Stored items
^^^^
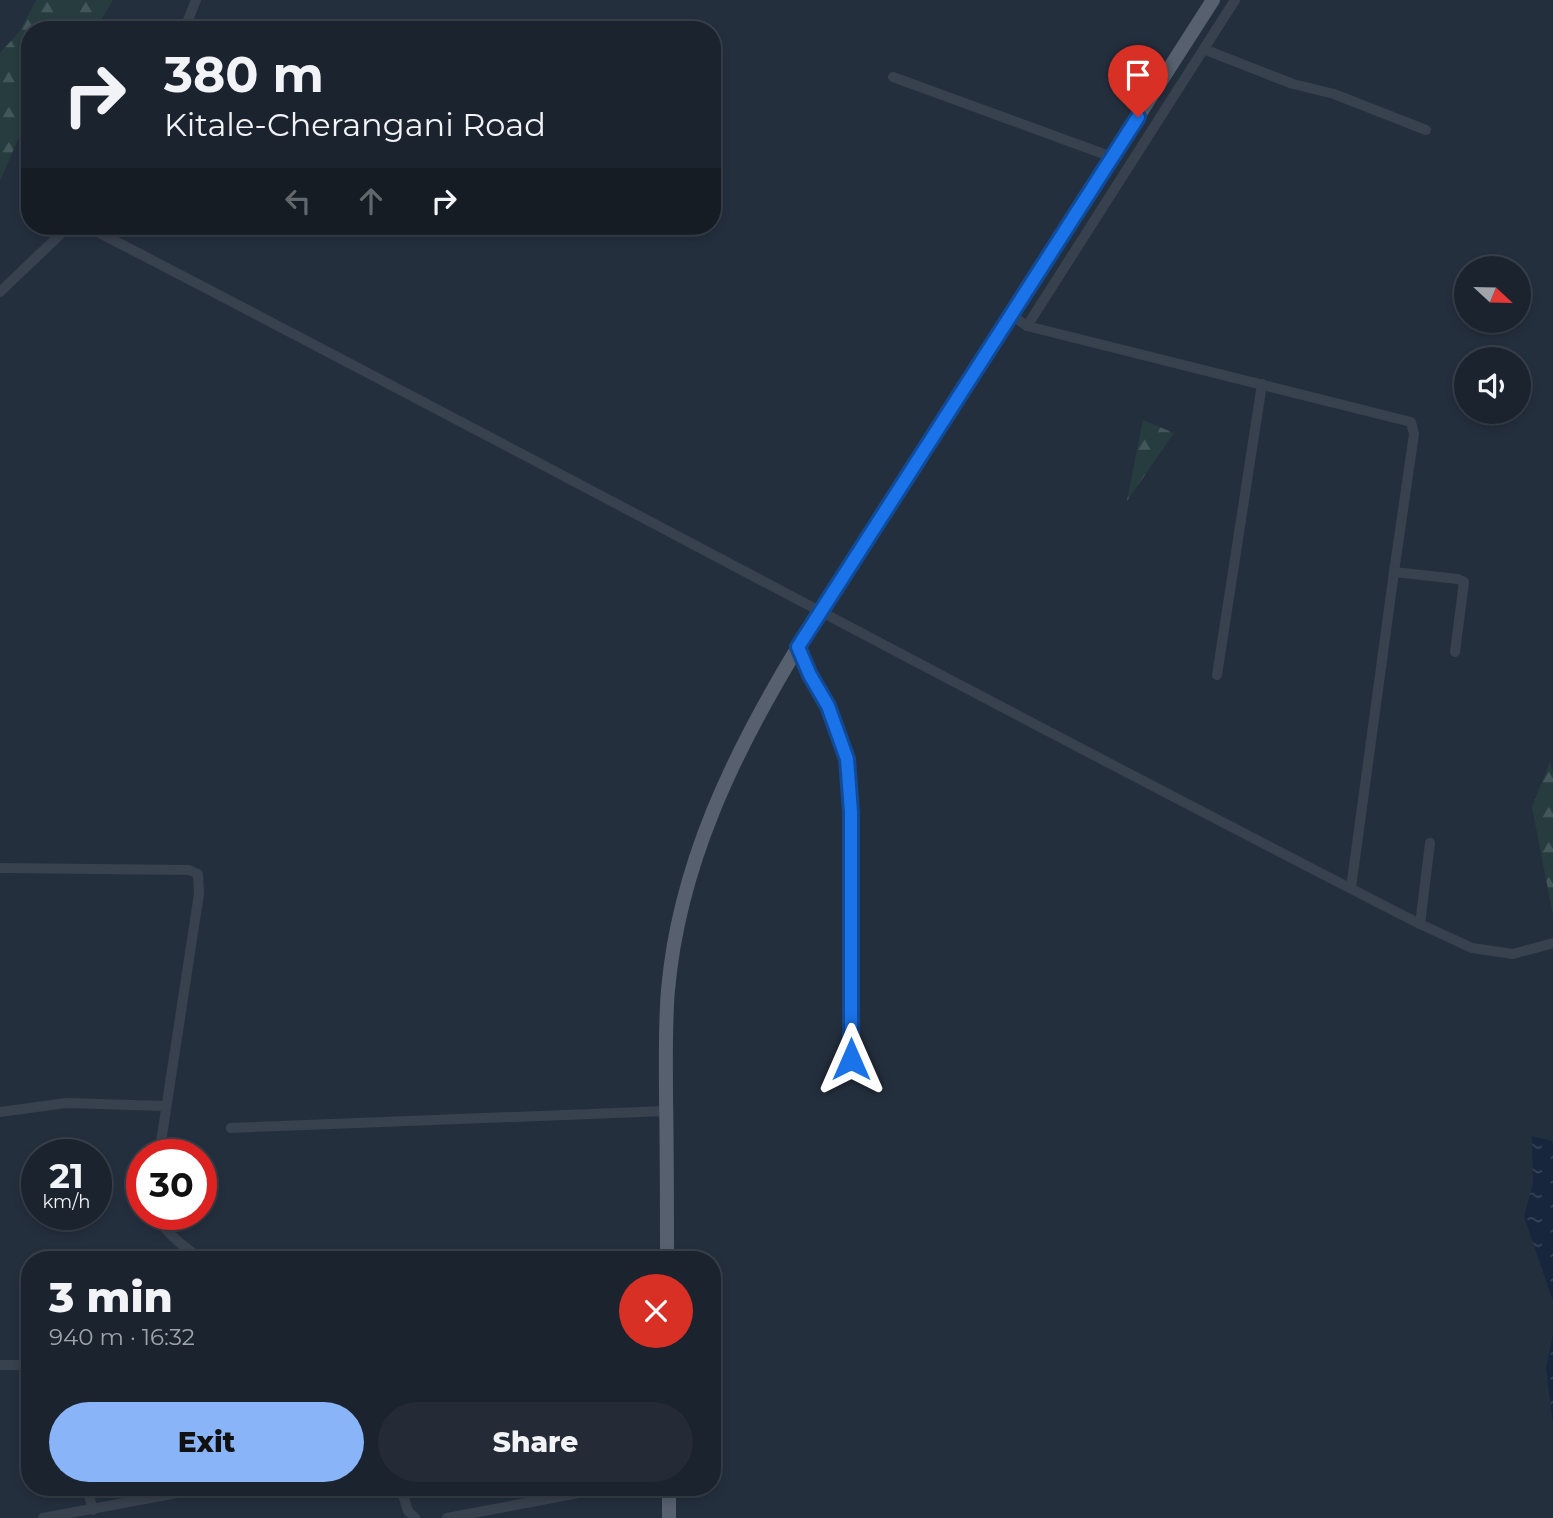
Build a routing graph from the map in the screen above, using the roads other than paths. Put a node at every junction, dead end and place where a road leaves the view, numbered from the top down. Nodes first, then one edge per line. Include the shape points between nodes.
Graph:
1 (196, 0) edge
2 (1213, 0) edge
3 (1236, 0) edge
4 (188, 21) edge
5 (1206, 50) junction
6 (893, 77) dead end
7 (1426, 130) dead end
8 (1112, 158) junction
9 (1100, 175) junction
10 (1115, 190) junction
11 (60, 235) edge
12 (103, 235) edge
13 (0, 292) edge
14 (1011, 315) junction
15 (1027, 326) junction
16 (1262, 384) junction
17 (1394, 572) junction
18 (821, 611) junction
19 (798, 647) junction
20 (1455, 652) dead end
21 (1217, 675) dead end
22 (1430, 843) dead end
23 (0, 868) edge
24 (1351, 888) junction
25 (1420, 924) junction
26 (1553, 943) edge
27 (851, 1059) dead end
28 (166, 1106) junction
29 (666, 1111) junction
30 (0, 1112) edge
31 (230, 1128) dead end
32 (161, 1139) edge
33 (166, 1230) edge
34 (191, 1251) edge
35 (667, 1251) edge
36 (21, 1364) edge
37 (0, 1365) edge
38 (90, 1496) edge
39 (164, 1496) edge
40 (403, 1496) edge
41 (563, 1496) edge
42 (669, 1496) edge
43 (93, 1510) junction
44 (43, 1518) edge
45 (415, 1518) edge
46 (447, 1518) edge
47 (670, 1518) edge

1 - 4 street
2 - 8 main road
3 - 5 street
5 - 7 street
5 - 10 street
6 - 8 street
8 - 9 main road
9 - 10 street
9 - 14 main road
10 - 15 street
11 - 13 street
12 - 18 street
14 - 15 street
14 - 18 main road
15 - 16 street
16 - 17 street via 1414,426
16 - 21 street
17 - 20 street via 1464,582
17 - 24 street
18 - 19 main road
18 - 24 street
19 - 27 street via 828,706 847,759
19 - 29 main road via 739,751 686,889 668,989
22 - 25 street
23 - 28 street via 189,870 198,874 200,894
24 - 25 street
25 - 26 street via 1472,948 1513,954
28 - 30 street via 66,1103
28 - 32 street
29 - 31 street
29 - 35 main road
33 - 34 street
36 - 37 street
38 - 43 street
39 - 43 street
40 - 45 street
41 - 46 street
42 - 47 main road
43 - 44 street

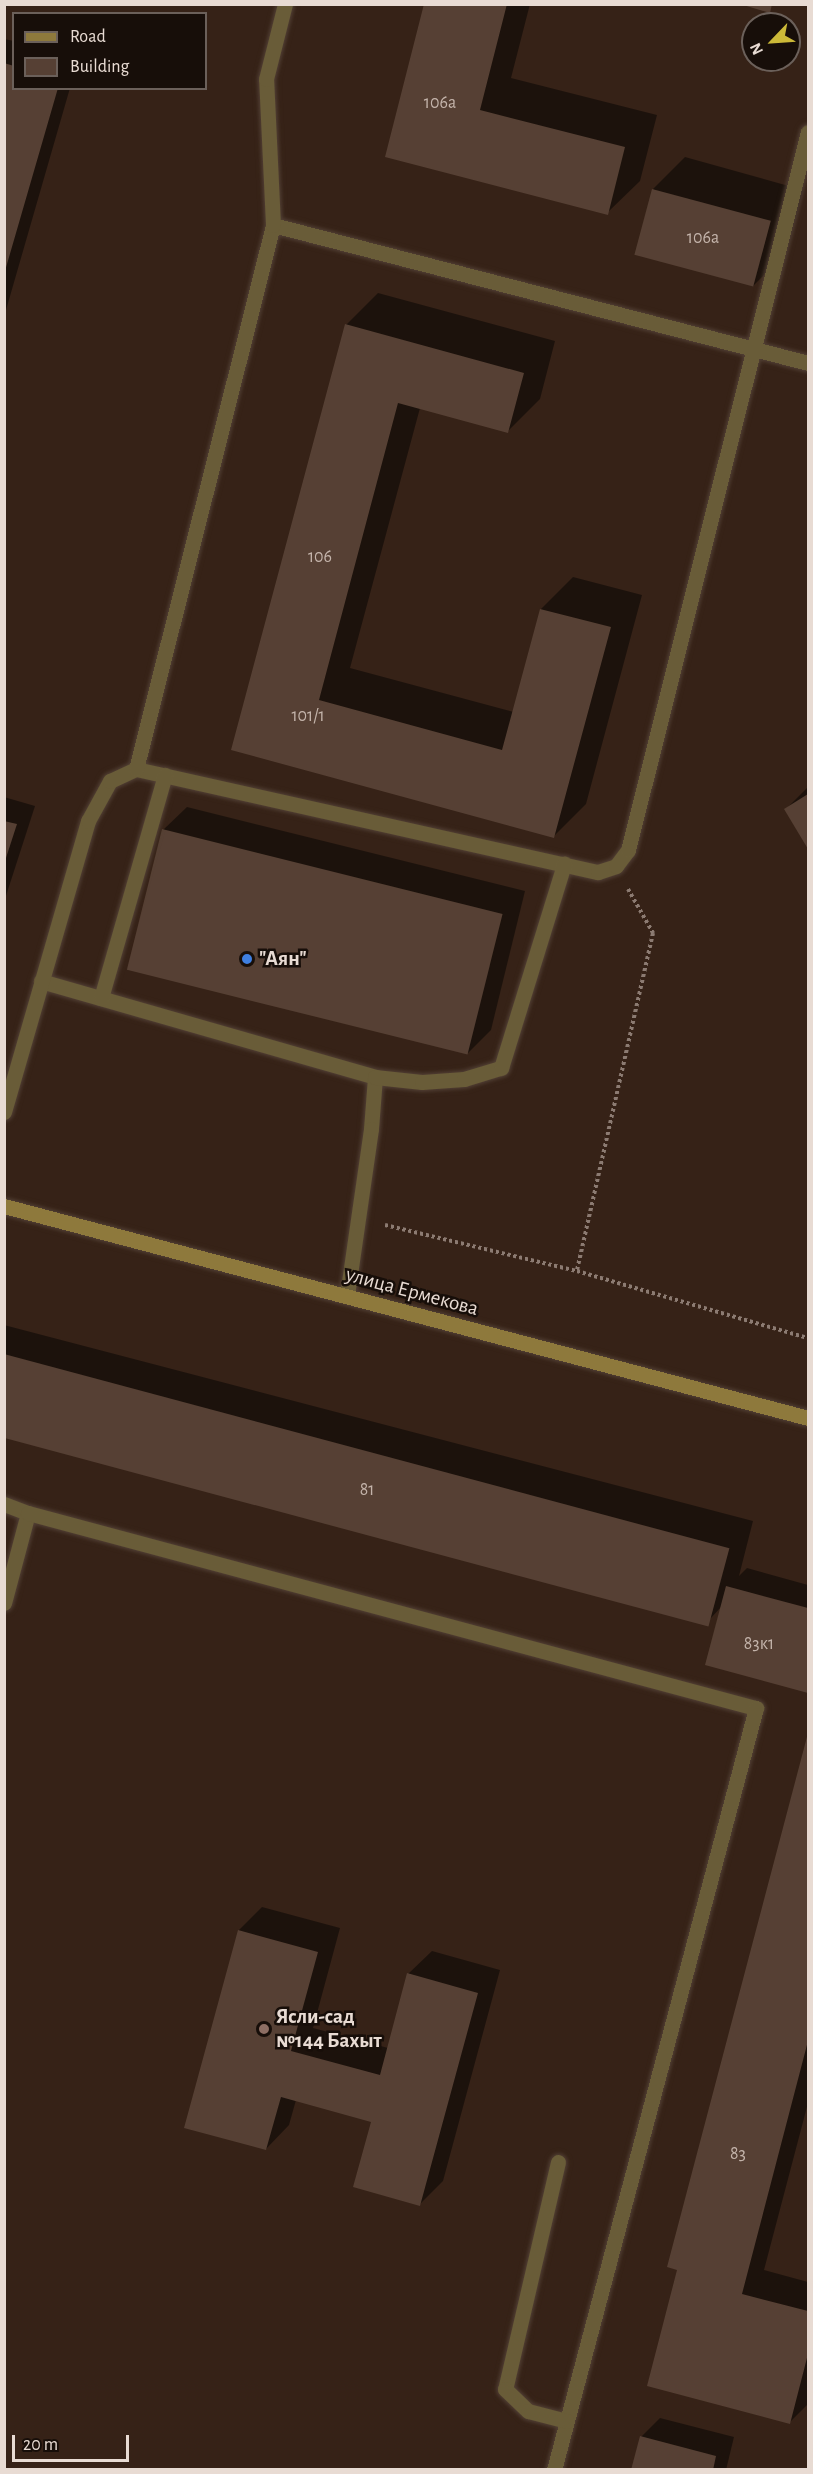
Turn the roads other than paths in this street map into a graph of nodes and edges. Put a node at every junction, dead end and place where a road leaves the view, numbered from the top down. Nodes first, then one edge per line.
1 (285, 4) edge
2 (808, 132) edge
3 (273, 225) junction
4 (751, 350) junction
5 (808, 363) edge
6 (136, 769) junction
7 (165, 775) junction
8 (564, 864) junction
9 (40, 981) junction
10 (101, 998) junction
11 (375, 1077) junction
12 (4, 1112) edge
13 (4, 1206) edge
14 (346, 1296) junction
15 (808, 1418) edge
16 (4, 1504) edge
17 (28, 1513) junction
18 (4, 1603) edge
19 (558, 2162) dead end
20 (567, 2421) junction
21 (554, 2469) edge

1 - 3 street
2 - 4 street
3 - 4 street
3 - 6 street
4 - 5 street
4 - 8 street
6 - 7 street
6 - 9 street
7 - 8 street
7 - 10 street
8 - 11 street
9 - 10 street
9 - 12 street
10 - 11 street
11 - 14 street
13 - 14 main road, улица Ермекова
14 - 15 main road, улица Ермекова
16 - 17 street
17 - 18 street
17 - 20 street
19 - 20 street
20 - 21 street

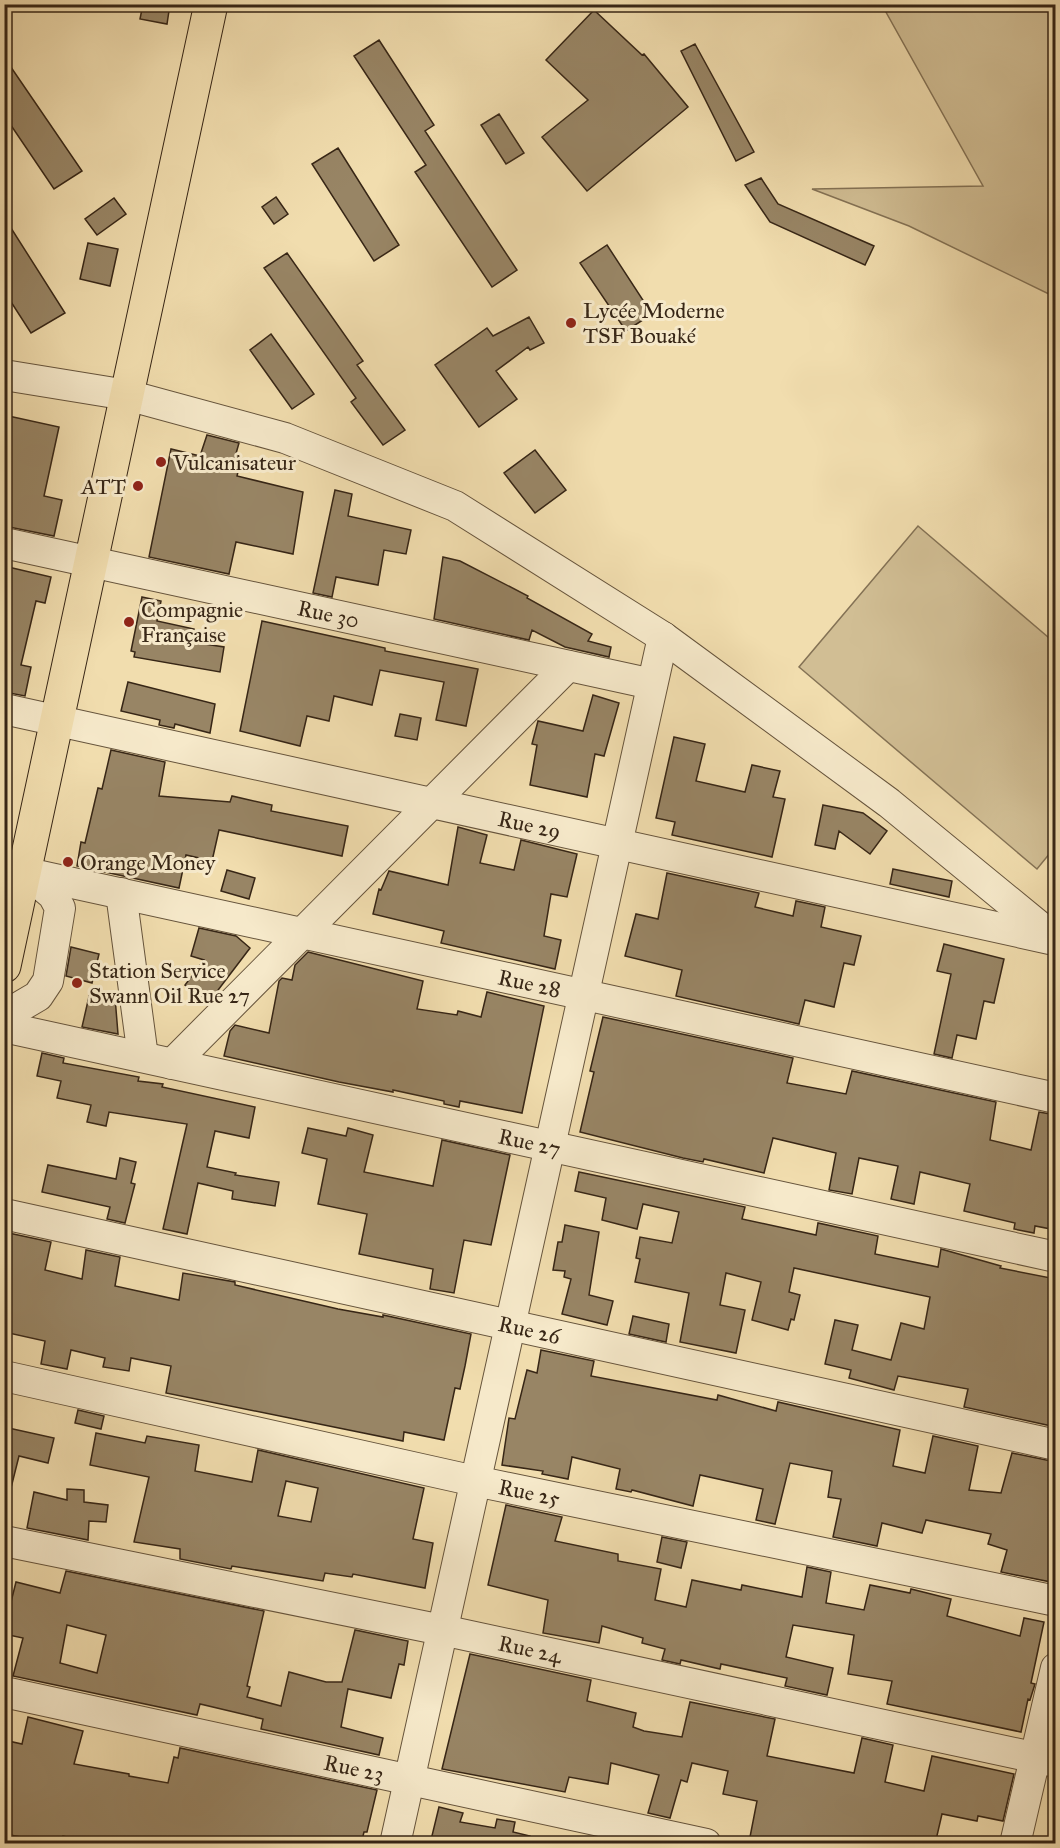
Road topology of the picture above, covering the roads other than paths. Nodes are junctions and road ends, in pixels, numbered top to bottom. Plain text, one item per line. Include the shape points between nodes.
1 (211, 4) edge
2 (4, 375) edge
3 (127, 395) junction
4 (4, 543) edge
5 (92, 561) junction
6 (663, 637) junction
7 (568, 666) junction
8 (652, 684) junction
9 (4, 709) edge
10 (57, 720) junction
11 (432, 803) junction
12 (617, 844) junction
13 (15, 870) edge
14 (121, 893) junction
15 (302, 933) junction
16 (1056, 941) edge
17 (4, 966) edge
18 (583, 995) junction
19 (4, 1017) edge
20 (4, 1027) edge
21 (157, 1060) junction
22 (1056, 1098) edge
23 (550, 1146) junction
24 (4, 1214) edge
25 (1056, 1257) edge
26 (510, 1325) junction
27 (4, 1376) edge
28 (1056, 1445) edge
29 (476, 1481) junction
30 (4, 1540) edge
31 (1056, 1601) edge
32 (442, 1630) junction
33 (1056, 1668) edge
34 (4, 1692) edge
35 (1046, 1760) edge
36 (409, 1781) junction
37 (395, 1844) edge
38 (706, 1844) edge
39 (1015, 1844) edge

1 - 3 main road
2 - 3 street
3 - 5 main road
3 - 6 street via 285,438 455,506
4 - 5 street, Rue 30
5 - 7 street, Rue 30
5 - 10 main road
6 - 8 street
6 - 16 street via 889,803
7 - 8 street, Rue 30
7 - 11 street
8 - 12 street
9 - 10 street, Rue 29
10 - 11 street, Rue 29
10 - 13 main road
11 - 12 street, Rue 29
11 - 15 street
12 - 16 street, Rue 29
12 - 18 street
13 - 14 street, Rue 28
13 - 17 main road
13 - 19 street via 53,895 60,908 48,981 38,996
14 - 15 street, Rue 28
14 - 21 street
15 - 18 street, Rue 28
15 - 21 street
18 - 22 street, Rue 28
18 - 23 street
20 - 21 street, Rue 27
21 - 23 street, Rue 27
23 - 25 street, Rue 27
23 - 26 street
24 - 26 street, Rue 26
26 - 28 street, Rue 26
26 - 29 street
27 - 29 street, Rue 25
29 - 31 street, Rue 25
29 - 32 street
30 - 32 street, Rue 24
32 - 35 street, Rue 24
32 - 36 street
33 - 35 street
34 - 36 street, Rue 23
35 - 39 street
36 - 37 street
36 - 38 street, Rue 23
^^^^
YOUR OBJECTIVE: All of the entries above are to be duplicated exactly, with every image left out.

SOLUTION FOR THIS EXERCISE:
Build a routing graph from the map in the screen above, using the roads other than paths. Put a node at every junction, dead end and place where a road leaves the view, numbered from the top down. Nodes first, then one edge per line. Include the shape points between nodes.
Graph:
1 (196, 0) edge
2 (1213, 0) edge
3 (1236, 0) edge
4 (188, 21) edge
5 (1206, 50) junction
6 (893, 77) dead end
7 (1426, 130) dead end
8 (1112, 158) junction
9 (1100, 175) junction
10 (1115, 190) junction
11 (60, 235) edge
12 (103, 235) edge
13 (0, 292) edge
14 (1011, 315) junction
15 (1027, 326) junction
16 (1262, 384) junction
17 (1394, 572) junction
18 (821, 611) junction
19 (798, 647) junction
20 (1455, 652) dead end
21 (1217, 675) dead end
22 (1430, 843) dead end
23 (0, 868) edge
24 (1351, 888) junction
25 (1420, 924) junction
26 (1553, 943) edge
27 (851, 1059) dead end
28 (166, 1106) junction
29 (666, 1111) junction
30 (0, 1112) edge
31 (230, 1128) dead end
32 (161, 1139) edge
33 (166, 1230) edge
34 (191, 1251) edge
35 (667, 1251) edge
36 (21, 1364) edge
37 (0, 1365) edge
38 (90, 1496) edge
39 (164, 1496) edge
40 (403, 1496) edge
41 (563, 1496) edge
42 (669, 1496) edge
43 (93, 1510) junction
44 (43, 1518) edge
45 (415, 1518) edge
46 (447, 1518) edge
47 (670, 1518) edge

1 - 4 street
2 - 8 main road
3 - 5 street
5 - 7 street
5 - 10 street
6 - 8 street
8 - 9 main road
9 - 10 street
9 - 14 main road
10 - 15 street
11 - 13 street
12 - 18 street
14 - 15 street
14 - 18 main road
15 - 16 street
16 - 17 street via 1414,426
16 - 21 street
17 - 20 street via 1464,582
17 - 24 street
18 - 19 main road
18 - 24 street
19 - 27 street via 828,706 847,759
19 - 29 main road via 739,751 686,889 668,989
22 - 25 street
23 - 28 street via 189,870 198,874 200,894
24 - 25 street
25 - 26 street via 1472,948 1513,954
28 - 30 street via 66,1103
28 - 32 street
29 - 31 street
29 - 35 main road
33 - 34 street
36 - 37 street
38 - 43 street
39 - 43 street
40 - 45 street
41 - 46 street
42 - 47 main road
43 - 44 street

Turn the roads other than paths in this street map into a graph of nodes and edges. Put a node at every junction, dead end and place where a road leaves the view, numbered from the top down. Nodes first, then one edge per line.
1 (285, 4) edge
2 (808, 132) edge
3 (273, 225) junction
4 (751, 350) junction
5 (808, 363) edge
6 (136, 769) junction
7 (165, 775) junction
8 (564, 864) junction
9 (40, 981) junction
10 (101, 998) junction
11 (375, 1077) junction
12 (4, 1112) edge
13 (4, 1206) edge
14 (346, 1296) junction
15 (808, 1418) edge
16 (4, 1504) edge
17 (28, 1513) junction
18 (4, 1603) edge
19 (558, 2162) dead end
20 (567, 2421) junction
21 (554, 2469) edge

1 - 3 street
2 - 4 street
3 - 4 street
3 - 6 street
4 - 5 street
4 - 8 street
6 - 7 street
6 - 9 street
7 - 8 street
7 - 10 street
8 - 11 street
9 - 10 street
9 - 12 street
10 - 11 street
11 - 14 street
13 - 14 main road, улица Ермекова
14 - 15 main road, улица Ермекова
16 - 17 street
17 - 18 street
17 - 20 street
19 - 20 street
20 - 21 street

Road topology of the picture above, covering the roads other than paths. Nodes are junctions and road ends, in pixels, numbered top to bottom. Plain text, one item per line. Include the shape points between nodes.
1 (211, 4) edge
2 (4, 375) edge
3 (127, 395) junction
4 (4, 543) edge
5 (92, 561) junction
6 (663, 637) junction
7 (568, 666) junction
8 (652, 684) junction
9 (4, 709) edge
10 (57, 720) junction
11 (432, 803) junction
12 (617, 844) junction
13 (15, 870) edge
14 (121, 893) junction
15 (302, 933) junction
16 (1056, 941) edge
17 (4, 966) edge
18 (583, 995) junction
19 (4, 1017) edge
20 (4, 1027) edge
21 (157, 1060) junction
22 (1056, 1098) edge
23 (550, 1146) junction
24 (4, 1214) edge
25 (1056, 1257) edge
26 (510, 1325) junction
27 (4, 1376) edge
28 (1056, 1445) edge
29 (476, 1481) junction
30 (4, 1540) edge
31 (1056, 1601) edge
32 (442, 1630) junction
33 (1056, 1668) edge
34 (4, 1692) edge
35 (1046, 1760) edge
36 (409, 1781) junction
37 (395, 1844) edge
38 (706, 1844) edge
39 (1015, 1844) edge

1 - 3 main road
2 - 3 street
3 - 5 main road
3 - 6 street via 285,438 455,506
4 - 5 street, Rue 30
5 - 7 street, Rue 30
5 - 10 main road
6 - 8 street
6 - 16 street via 889,803
7 - 8 street, Rue 30
7 - 11 street
8 - 12 street
9 - 10 street, Rue 29
10 - 11 street, Rue 29
10 - 13 main road
11 - 12 street, Rue 29
11 - 15 street
12 - 16 street, Rue 29
12 - 18 street
13 - 14 street, Rue 28
13 - 17 main road
13 - 19 street via 53,895 60,908 48,981 38,996
14 - 15 street, Rue 28
14 - 21 street
15 - 18 street, Rue 28
15 - 21 street
18 - 22 street, Rue 28
18 - 23 street
20 - 21 street, Rue 27
21 - 23 street, Rue 27
23 - 25 street, Rue 27
23 - 26 street
24 - 26 street, Rue 26
26 - 28 street, Rue 26
26 - 29 street
27 - 29 street, Rue 25
29 - 31 street, Rue 25
29 - 32 street
30 - 32 street, Rue 24
32 - 35 street, Rue 24
32 - 36 street
33 - 35 street
34 - 36 street, Rue 23
35 - 39 street
36 - 37 street
36 - 38 street, Rue 23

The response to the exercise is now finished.